Copy all lines containing the string "豊橋渥美線" from the records below.

***** Source material

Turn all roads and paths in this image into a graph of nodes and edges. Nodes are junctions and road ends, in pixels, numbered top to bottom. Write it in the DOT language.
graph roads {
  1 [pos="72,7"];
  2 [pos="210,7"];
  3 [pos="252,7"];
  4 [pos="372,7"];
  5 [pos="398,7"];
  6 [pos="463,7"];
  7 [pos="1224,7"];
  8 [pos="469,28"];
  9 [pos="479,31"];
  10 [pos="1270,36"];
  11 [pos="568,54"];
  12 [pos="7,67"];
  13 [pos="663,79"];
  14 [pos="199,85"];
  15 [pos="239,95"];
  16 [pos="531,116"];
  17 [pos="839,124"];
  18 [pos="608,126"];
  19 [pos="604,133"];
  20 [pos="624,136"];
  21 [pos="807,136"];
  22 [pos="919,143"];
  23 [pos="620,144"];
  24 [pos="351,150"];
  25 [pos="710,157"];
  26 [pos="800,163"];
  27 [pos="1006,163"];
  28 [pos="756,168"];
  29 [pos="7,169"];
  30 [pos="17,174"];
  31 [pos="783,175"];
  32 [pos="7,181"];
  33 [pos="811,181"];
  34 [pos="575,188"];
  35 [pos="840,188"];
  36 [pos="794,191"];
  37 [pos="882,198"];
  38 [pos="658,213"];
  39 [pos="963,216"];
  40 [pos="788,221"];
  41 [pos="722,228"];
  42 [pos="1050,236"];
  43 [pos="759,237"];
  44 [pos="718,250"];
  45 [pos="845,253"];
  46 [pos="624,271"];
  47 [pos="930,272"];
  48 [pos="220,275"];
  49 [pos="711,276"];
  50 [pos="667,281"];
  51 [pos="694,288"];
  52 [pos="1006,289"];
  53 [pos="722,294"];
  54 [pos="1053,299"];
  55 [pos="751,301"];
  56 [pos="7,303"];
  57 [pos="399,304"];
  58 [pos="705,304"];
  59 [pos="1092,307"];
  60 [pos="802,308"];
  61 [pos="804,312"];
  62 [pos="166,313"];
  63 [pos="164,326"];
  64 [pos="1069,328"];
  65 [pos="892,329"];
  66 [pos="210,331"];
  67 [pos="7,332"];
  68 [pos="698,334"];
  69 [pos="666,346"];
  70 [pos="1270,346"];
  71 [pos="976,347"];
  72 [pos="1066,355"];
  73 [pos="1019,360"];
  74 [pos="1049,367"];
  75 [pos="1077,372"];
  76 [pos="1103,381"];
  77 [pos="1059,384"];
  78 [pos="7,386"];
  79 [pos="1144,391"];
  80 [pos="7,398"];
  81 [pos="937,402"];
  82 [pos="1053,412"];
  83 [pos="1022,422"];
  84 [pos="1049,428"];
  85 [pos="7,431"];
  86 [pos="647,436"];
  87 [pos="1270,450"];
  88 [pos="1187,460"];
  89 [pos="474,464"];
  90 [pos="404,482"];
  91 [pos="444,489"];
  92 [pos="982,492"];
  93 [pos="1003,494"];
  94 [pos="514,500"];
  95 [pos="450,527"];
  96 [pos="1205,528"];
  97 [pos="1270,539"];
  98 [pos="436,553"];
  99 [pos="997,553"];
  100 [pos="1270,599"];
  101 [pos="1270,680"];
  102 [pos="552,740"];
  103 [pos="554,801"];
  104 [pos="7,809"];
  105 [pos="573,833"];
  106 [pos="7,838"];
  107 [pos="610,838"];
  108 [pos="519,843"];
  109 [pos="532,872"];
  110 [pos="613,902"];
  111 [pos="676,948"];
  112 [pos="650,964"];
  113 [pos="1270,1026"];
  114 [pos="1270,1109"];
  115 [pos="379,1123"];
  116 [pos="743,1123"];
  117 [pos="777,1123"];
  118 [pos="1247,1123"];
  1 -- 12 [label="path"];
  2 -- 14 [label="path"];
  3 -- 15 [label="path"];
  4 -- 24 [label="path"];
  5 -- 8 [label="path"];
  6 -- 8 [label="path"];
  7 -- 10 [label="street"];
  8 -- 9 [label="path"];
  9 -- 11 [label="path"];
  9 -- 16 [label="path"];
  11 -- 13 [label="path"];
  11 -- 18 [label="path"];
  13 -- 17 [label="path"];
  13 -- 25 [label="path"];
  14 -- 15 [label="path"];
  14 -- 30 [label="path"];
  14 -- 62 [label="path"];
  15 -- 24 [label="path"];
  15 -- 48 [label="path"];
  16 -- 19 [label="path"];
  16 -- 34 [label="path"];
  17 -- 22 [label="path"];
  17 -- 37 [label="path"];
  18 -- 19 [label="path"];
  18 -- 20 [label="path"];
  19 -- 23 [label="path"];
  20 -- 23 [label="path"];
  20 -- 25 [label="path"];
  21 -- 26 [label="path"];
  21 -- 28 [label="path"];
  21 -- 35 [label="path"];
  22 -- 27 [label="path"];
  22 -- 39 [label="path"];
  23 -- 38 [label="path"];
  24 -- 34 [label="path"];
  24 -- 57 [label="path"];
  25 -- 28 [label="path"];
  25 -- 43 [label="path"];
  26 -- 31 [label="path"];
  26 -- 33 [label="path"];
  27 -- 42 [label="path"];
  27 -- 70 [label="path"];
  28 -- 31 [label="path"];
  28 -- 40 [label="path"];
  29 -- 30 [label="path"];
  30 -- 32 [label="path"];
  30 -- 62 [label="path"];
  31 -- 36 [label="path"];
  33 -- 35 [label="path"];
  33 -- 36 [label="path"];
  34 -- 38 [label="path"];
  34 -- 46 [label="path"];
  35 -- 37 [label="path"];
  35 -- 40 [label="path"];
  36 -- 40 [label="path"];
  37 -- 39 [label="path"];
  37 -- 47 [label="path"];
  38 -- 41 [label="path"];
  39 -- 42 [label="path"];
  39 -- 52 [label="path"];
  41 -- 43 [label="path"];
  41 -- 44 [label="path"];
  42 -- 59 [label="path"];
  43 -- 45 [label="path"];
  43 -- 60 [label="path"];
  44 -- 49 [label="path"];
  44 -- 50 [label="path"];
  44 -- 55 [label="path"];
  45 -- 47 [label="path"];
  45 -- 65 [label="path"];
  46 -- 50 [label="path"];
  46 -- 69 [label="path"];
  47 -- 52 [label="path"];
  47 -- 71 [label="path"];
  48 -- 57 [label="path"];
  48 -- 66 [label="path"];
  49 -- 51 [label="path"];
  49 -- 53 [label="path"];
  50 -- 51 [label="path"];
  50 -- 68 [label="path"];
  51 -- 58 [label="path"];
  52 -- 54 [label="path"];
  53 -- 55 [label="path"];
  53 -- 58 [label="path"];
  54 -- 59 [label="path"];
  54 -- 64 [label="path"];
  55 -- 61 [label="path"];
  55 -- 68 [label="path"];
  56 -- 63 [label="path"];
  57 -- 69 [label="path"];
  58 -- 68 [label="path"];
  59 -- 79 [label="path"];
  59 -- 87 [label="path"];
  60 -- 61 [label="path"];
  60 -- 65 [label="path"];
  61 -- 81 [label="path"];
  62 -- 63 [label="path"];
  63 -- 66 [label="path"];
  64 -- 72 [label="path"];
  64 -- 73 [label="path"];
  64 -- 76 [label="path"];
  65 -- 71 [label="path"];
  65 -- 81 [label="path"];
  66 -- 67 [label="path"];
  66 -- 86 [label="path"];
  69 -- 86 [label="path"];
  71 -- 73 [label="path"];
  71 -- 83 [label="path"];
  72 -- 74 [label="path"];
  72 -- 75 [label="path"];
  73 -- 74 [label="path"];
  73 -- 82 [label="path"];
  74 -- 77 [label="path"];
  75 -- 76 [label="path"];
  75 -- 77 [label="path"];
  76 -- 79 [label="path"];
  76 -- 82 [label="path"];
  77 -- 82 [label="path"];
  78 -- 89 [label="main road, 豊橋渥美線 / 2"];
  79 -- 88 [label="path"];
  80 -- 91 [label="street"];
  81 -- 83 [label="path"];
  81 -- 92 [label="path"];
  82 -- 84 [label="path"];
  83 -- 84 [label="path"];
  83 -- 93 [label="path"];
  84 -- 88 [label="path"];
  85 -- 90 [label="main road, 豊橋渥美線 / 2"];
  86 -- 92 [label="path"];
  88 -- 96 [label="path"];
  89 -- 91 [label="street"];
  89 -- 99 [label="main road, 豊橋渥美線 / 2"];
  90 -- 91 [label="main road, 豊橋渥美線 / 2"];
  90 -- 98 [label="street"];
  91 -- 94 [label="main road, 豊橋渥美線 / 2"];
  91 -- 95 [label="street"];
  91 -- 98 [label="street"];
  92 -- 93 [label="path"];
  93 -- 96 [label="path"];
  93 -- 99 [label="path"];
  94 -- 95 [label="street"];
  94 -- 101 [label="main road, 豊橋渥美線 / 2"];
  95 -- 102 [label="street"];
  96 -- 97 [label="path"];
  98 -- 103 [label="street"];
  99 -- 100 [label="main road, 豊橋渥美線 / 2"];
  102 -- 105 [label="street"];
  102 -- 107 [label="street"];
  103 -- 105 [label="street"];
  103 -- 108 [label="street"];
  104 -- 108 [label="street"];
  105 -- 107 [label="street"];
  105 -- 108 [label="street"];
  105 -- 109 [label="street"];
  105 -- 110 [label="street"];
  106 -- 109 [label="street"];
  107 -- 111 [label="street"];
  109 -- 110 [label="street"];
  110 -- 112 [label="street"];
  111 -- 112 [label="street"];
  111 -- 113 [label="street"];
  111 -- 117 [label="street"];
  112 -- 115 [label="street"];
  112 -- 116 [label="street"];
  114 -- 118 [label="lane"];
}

**********

> _Answer section_:
  78 -- 89 [label="main road, 豊橋渥美線 / 2"];
  85 -- 90 [label="main road, 豊橋渥美線 / 2"];
  89 -- 99 [label="main road, 豊橋渥美線 / 2"];
  90 -- 91 [label="main road, 豊橋渥美線 / 2"];
  91 -- 94 [label="main road, 豊橋渥美線 / 2"];
  94 -- 101 [label="main road, 豊橋渥美線 / 2"];
  99 -- 100 [label="main road, 豊橋渥美線 / 2"];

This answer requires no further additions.